I also occasionally spent time at the University of Pittsburgh. I was in a special program that provided science geeks like me the opportunity to perform lab assistant grunt work for science professors doing research. Actual experience (however grunty) in an actual lab, plus being coached, advised and taught by a real scientist…wow, groovy.
I was told that people there cooked LSD for themselves and their friends. I saw the darkroom. Were they kidding? Pranking the doofus high school kid? I don’t know, but there sure was a lot of LSD around. It wasn’t even illegal back then. Several people offered me some. Free. I turned it down.
I didn’t do any drugs at all back then. Not even alcohol. No money, no time. And since I wasn’t likely to succeed because of my looks or athletic abilities, I didn’t want to muddle my mind any more than it already was.

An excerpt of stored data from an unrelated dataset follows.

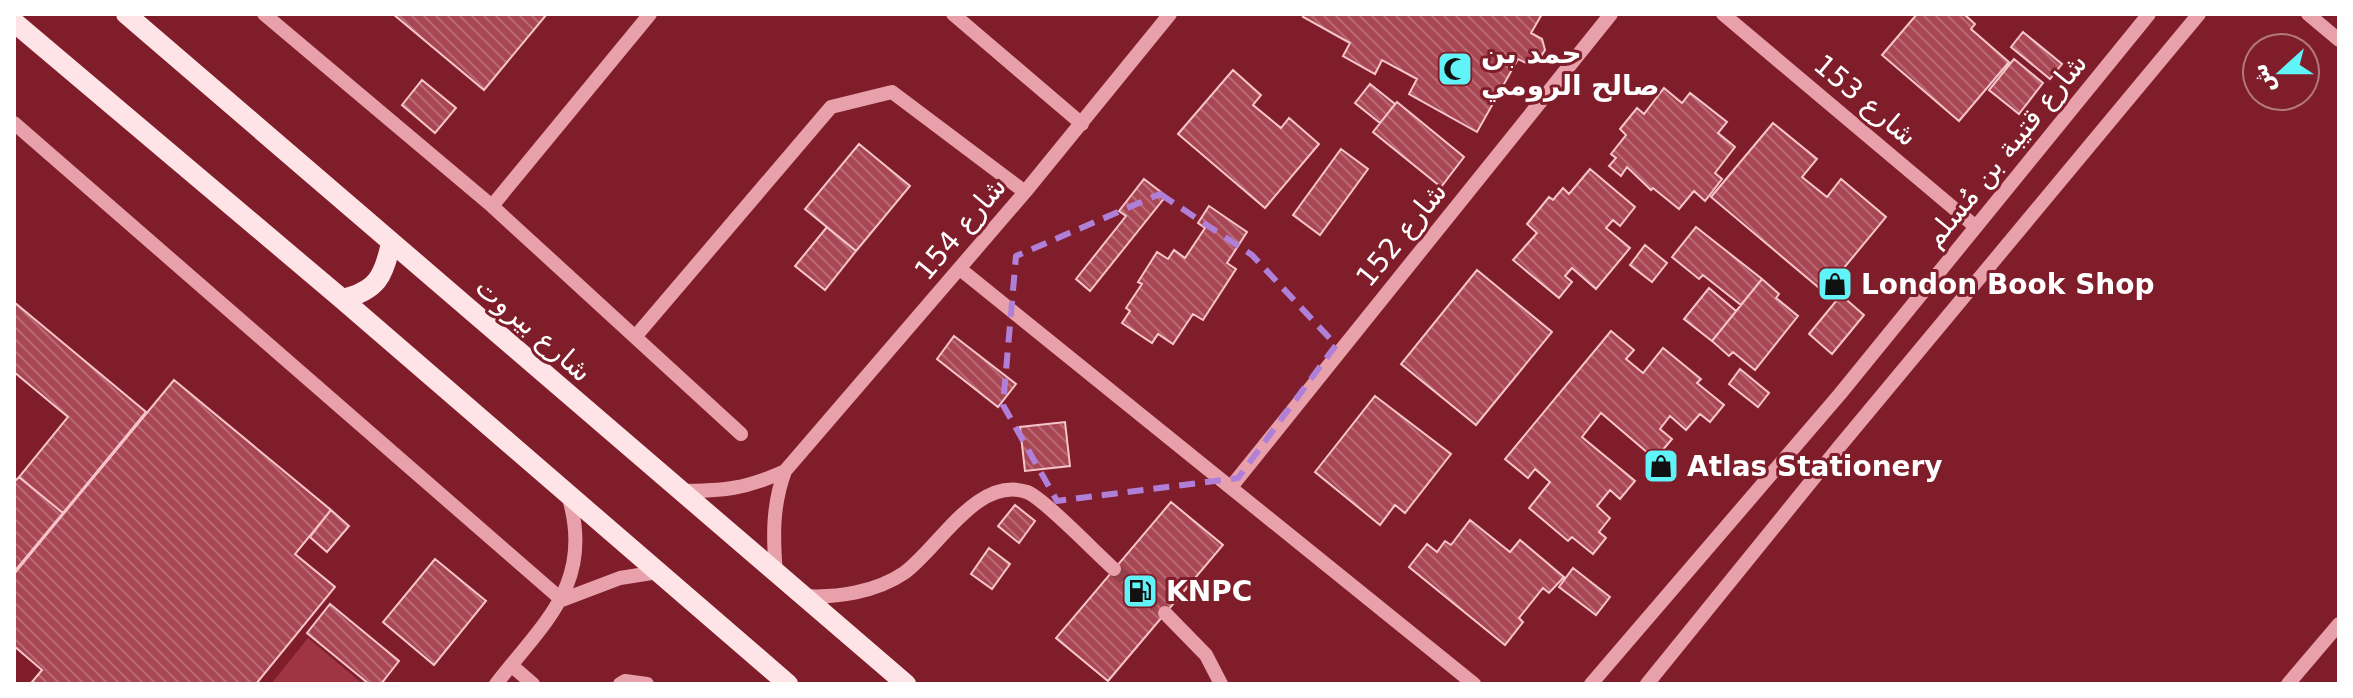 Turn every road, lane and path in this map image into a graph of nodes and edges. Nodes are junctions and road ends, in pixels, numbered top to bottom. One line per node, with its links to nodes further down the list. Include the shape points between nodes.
1 (126, 14): 18 (main road, شارع بيروت)
2 (264, 14): 16 (street)
3 (650, 14): 16 (street)
4 (953, 14): 14 (street)
5 (1170, 14): 14 (street, شارع 154)
6 (1611, 14): 24 (street, شارع 152)
7 (1723, 14): 17 (street, شارع 153)
8 (2149, 14): 17 (street, شارع قتيبة بن مُسلم)
9 (2199, 14): 44 (street)
10 (2308, 14): 12 (street)
11 (14, 22): 20 (main road)
12 (2339, 40)
13 (14, 123): 31 (street)
14 (1082, 124): 15 (street, شارع 154)
15 (1025, 192): 19 (street, شارع 154); 21 (street, via 892,92 831,107)
16 (492, 206): 21 (street)
17 (1976, 227): 43 (street, شارع قتيبة بن مُسلم)
18 (391, 243): 20 (main road, via 378,281 361,294); 25 (main road, شارع بيروت)
19 (960, 269): 23 (street, شارع 154); 24 (street)
20 (342, 299): 26 (main road)
21 (635, 337): 22 (street)
22 (741, 434)
23 (785, 471): 25 (street, شارع 154, via 729,490); 29 (street, شارع 154, via 774,515)
24 (1231, 487): 42 (street)
25 (680, 491): 29 (main road, شارع بيروت)
26 (567, 493): 28 (main road); 31 (street, via 576,527 576,555)
27 (1114, 569): 30 (street, via 1030,493 1005,490 969,508 903,574 857,592)
28 (658, 572): 31 (street, via 600,584); 39 (main road)
29 (776, 574): 30 (main road, شارع بيروت)
30 (803, 596): 40 (main road, شارع بيروت)
31 (562, 600): 34 (street)
32 (1165, 613): 41 (street, via 1206,655)
33 (2339, 624): 45 (street)
34 (511, 665): 35 (street); 36 (street)
35 (496, 684)
36 (533, 684)
37 (620, 684): 38 (street)
38 (647, 684)
39 (788, 684)
40 (906, 684)
41 (1221, 684)
42 (1474, 684)
43 (1591, 684)
44 (1647, 684)
45 (2288, 684)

I have had two drug experiences in my life. In high school, I often had to stay up all night working to make deadlines for Mort. It was hard. Coffee and No-Doze didn’t cut it. A guy I knew gave me some spansules he said would help. Ritalin, he said, a mild stimulant. I looked it up. Yep. A mild stimulant.
Late one night, as I was fading out with a drop-dead deadline looming, I took two, as advised. Suddenly wide awake, I did two days’ worth of work, eight pages of script and layouts, in a few hours. Then I drove at 4 AM to the main Post Office in downtown Pittsburgh in my beat-up junkyard-ready 1963 TR4 (bought for $400) flat out in fourth gear on winding, follow-the-creek roads (like McLaughlin’s Run, for you ‘Burgh people). Thank God there was no one else on the road. I mailed the work air mail special delivery—the stamp cost an outrageous $.55!—which would get the package to DC Comics the next day, saving my job.
Then I drove around like a mad loon at 110 MPH. If there had been a squirrel I could have caught I would have eaten it raw. If my girlfriend had been around, well…let’s just say I was extremely motivated. Sometime before normal people were on the roads (it was Saturday), I started to wind down. I went home and slept all day, all night and woke up Sunday morning.
A friend had a Physician’s Desk Reference. I paged through it until I found a pill that looked like the ones I’d taken. Dexedrine. The highest dosage.
Got rid of the rest of those pills in a hurry….
Many years later, a girlfriend made pot brownies. She insisted I eat one. We were in a safe place, no obvious risk factors. Okay.
It put me to sleep fast. No tolerance for the stuff, I guess.
I was doing commercial, advertising comics for U.S. Steel and others when Stan’s Spider-Man drug story and Denny’s Green Lantern/Green Arrow/Speedy (Speedy…! Heehee!) drug story came out. I never read them. Were they good?
However, I have seen a lot of stories involving drugs since. Generally, it seems to me that they are dorkier and more comic-booky than “Forbidden Fruit” as published, in my opinion. The addicts are caricatures, the pushers are caricatures, the effects of the drugs are either cartoony-bad or cartoony-beneficial, giving the user unbelievable stamina, strength or imperviousness to pain. Sorry Frank.
The portrayal of drug use in comics is one of our great failings. One of the reasons that Big Entertainment Media laugh at us. Not that they often get it right.